By Sam Cortes, Communications Coordinator
Whether it’s getting up off a chair or getting down to play with your kids, the squat is one of the most functional movements we do as humans.
Babies and kids naturally have the range and ability to do this with perfect positioning (and no pain). But as we age and our lifestyles change, we may become inactive, sit for long periods of time, or have imbalances that can cause us to lose that ability.
Practicing proper squat mechanics can help us maintain or gain the functions we once had, and have a better quality of life.
No matter your fitness level, you can follow these tips to ensure stronger and safer positions.
Perhaps the most important thing to remember is the importance of the position and grounding of your feet in the squat.
Maintain pressure throughout your entire foot through the full movement, thinking about the three points of contact: heel, big toe, and little toe.
To ensure this is maintained, you also want to make sure you have the proper footwear. Running shoes are NOT ideal for squatting as they are meant to roll your foot, which is the last thing you want in a squat (especially with any amount of added weight).
For a proper base of support and foot pressure, we suggest a flat-soled shoe or weightlifting shoes that help with ankle dorsiflexion.
Foot placement and angle are much more individual to each person’s preferences and anatomy. A good starting point is your heels shoulder width apart and your feet with a slight turn out of the toes (think 15 degree).
Just remember, wherever your toe points, that is where your knees travel. Play around with a little wider or narrow heel placement as reductions, or increase the angle of your feet.
Hip angle differences (especially between men and women), length of femur, torso length, and more, all play into the proper placement here, so find what feels best for you so you can maintain that pressure of the foot.
To protect the spine and back during squats, bracing is paramount.
If you are doing light or body weight squats, simply activate/contract your full core by thinking “brace for a punch” and have continued, controlled breaths throughout your movement.
If you are doing moderate to heavy weighted squats, we suggest practicing the Valsalva maneuver.
Before you initiate the squat, take a big breath and expand your belly, not your chest. Hold that breath through the entire movement to provide your core the stability it needs. Let your breath out after the exertion or at the top of the movement. Repeat for each rep.

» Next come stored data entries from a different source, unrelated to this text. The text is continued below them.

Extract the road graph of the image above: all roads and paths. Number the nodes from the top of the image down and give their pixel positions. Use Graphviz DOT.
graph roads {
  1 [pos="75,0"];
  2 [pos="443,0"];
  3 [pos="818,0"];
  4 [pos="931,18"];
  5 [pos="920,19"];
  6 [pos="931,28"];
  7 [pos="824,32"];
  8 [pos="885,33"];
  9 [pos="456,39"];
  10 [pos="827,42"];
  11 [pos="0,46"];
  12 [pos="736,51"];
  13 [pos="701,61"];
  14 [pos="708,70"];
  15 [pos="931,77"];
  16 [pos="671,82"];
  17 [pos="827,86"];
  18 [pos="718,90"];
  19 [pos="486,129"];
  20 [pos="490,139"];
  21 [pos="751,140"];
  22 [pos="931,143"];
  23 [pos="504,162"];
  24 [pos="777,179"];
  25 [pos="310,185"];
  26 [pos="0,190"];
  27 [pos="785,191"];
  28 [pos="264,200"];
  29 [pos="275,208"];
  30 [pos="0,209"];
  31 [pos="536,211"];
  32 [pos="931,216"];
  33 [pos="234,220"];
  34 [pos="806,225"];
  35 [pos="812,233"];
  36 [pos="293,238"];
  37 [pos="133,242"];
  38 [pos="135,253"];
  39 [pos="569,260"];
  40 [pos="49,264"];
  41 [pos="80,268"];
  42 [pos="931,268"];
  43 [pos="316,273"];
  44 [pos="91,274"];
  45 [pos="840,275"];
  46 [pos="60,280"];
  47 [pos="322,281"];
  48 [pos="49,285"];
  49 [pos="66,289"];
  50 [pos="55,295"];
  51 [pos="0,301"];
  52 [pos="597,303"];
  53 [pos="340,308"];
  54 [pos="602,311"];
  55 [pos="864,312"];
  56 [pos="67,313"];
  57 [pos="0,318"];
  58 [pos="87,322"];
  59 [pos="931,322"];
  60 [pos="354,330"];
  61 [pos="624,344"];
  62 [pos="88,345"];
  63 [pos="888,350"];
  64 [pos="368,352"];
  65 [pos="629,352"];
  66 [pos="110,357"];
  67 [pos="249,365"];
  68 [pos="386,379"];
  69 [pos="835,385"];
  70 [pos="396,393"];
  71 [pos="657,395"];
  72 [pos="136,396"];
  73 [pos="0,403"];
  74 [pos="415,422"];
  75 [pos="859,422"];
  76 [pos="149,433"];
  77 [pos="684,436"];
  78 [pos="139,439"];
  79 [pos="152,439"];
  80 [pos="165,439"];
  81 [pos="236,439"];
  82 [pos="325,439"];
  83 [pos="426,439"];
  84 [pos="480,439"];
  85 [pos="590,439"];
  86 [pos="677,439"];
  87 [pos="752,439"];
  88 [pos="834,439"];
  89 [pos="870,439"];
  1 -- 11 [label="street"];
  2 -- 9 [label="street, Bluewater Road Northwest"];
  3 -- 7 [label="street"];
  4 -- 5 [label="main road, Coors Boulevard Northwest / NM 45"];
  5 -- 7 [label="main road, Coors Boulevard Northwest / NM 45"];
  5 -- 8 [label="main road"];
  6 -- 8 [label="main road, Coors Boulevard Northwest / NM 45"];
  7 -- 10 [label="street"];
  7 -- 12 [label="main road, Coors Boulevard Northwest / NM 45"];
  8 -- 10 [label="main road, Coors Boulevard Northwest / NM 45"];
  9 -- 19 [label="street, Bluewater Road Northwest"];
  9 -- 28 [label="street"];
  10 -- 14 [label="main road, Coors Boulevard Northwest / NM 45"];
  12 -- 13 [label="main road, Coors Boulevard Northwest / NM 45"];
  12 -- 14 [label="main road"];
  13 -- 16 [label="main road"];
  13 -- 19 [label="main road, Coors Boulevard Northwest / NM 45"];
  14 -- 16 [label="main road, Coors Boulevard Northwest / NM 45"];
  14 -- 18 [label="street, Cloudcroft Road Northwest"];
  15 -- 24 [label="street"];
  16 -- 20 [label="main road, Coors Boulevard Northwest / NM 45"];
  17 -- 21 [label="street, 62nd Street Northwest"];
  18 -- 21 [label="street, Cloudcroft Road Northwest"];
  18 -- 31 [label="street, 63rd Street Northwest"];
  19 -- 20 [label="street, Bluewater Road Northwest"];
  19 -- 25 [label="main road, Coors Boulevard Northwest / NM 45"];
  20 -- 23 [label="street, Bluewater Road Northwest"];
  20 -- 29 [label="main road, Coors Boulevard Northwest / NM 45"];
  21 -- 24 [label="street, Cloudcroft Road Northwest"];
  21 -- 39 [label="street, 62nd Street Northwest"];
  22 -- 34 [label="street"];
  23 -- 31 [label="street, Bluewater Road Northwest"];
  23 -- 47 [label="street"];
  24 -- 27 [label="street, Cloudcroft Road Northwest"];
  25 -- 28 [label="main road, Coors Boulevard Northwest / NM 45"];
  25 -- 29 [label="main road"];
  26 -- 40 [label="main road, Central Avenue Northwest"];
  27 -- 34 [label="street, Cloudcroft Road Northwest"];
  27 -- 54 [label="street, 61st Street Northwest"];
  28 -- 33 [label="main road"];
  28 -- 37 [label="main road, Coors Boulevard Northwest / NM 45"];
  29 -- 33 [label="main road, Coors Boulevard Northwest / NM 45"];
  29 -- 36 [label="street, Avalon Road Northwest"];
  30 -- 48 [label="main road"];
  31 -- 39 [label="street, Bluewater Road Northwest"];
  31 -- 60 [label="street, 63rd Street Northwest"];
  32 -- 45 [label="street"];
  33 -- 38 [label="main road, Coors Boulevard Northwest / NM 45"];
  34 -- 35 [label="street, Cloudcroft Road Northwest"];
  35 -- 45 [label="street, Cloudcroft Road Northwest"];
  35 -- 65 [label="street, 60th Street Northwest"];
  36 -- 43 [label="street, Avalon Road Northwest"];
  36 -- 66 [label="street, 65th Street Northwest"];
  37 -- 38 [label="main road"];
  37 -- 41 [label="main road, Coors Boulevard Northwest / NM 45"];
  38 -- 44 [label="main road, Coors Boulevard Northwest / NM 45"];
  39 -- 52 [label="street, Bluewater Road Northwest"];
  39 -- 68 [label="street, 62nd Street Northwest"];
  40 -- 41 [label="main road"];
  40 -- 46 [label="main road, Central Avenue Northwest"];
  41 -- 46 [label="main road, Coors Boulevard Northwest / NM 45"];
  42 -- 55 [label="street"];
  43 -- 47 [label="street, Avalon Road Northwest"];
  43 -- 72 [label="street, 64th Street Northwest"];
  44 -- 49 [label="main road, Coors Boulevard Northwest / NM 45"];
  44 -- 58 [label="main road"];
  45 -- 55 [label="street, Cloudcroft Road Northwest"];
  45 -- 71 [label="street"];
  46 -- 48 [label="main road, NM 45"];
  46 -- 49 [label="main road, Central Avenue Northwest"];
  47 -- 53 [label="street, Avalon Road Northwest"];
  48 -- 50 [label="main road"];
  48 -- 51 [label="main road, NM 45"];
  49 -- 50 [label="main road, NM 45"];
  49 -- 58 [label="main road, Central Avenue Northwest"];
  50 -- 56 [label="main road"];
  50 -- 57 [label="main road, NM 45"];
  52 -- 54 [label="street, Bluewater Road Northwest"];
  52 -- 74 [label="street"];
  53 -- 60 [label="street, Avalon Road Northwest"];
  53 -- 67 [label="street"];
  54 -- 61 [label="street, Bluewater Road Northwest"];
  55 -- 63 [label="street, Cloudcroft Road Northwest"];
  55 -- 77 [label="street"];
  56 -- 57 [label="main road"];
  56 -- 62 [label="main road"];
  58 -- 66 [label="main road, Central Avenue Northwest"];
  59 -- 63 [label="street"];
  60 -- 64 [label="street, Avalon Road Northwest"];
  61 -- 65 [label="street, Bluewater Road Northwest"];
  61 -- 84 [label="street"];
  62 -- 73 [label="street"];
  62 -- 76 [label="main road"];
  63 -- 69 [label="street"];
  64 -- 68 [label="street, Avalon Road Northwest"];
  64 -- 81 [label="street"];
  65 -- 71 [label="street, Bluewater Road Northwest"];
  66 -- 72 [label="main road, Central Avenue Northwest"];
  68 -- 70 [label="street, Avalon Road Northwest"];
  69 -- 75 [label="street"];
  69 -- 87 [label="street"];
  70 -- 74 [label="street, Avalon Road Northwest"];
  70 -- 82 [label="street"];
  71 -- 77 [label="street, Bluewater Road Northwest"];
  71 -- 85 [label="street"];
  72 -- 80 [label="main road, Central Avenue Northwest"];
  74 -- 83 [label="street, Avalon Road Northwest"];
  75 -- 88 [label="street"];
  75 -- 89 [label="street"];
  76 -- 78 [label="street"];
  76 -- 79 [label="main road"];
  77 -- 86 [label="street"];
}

Furthermore, if you are reaching 80%+ of your 1 rep max weight, we suggest utilizing a weightlifting belt for safety and strength along with the Valsalva maneuver.
Full range of motion is important for functional strength development, but is different for every individual.
In short, squat as deep as you can, as long as you can maintain your centre of gravity (chest/barbell/kettlebell/dumbbell) over the mid foot and your natural spine does not get compromised (not over arched or round).
Ideally, this depth is to where the crease of the hip passes just below the patella (top of the knee).
Two of the most common limiting factors to depth of squat is ankle dorsiflexion and hip flexibility. Ankle dorsiflexion refers to the degree or angle between your toes, angle and shin. The more your knee can go forward over the toe when your foot is flat, the more dorsiflexion you have and the deeper in the squat you will be able to go without compromising other positions.
Most restrictions with flexibility of the hip are due to joint immobility or soft tissue tightness, which can affect your spine and back position as well. Sometimes genetics are at play, but most of the time, these restrictions can be overcome with proper mobilization and activation drills.
Here are a couple things to try if you have restrictions with flexibility:
- Rolling: Using a ball and/or foam roller on the bottom of your feet, calves, quads, IT band, glutes, hamstrings and adductors can help release the myofascial tissues for better movement quality. Check out this video for a quick walk through.
- Soft tissue stretch: knee drive, world’s greatest stretch, couch stretch, and squat to stand are all great mobilizing stretches that can help get you in better positions for squatting.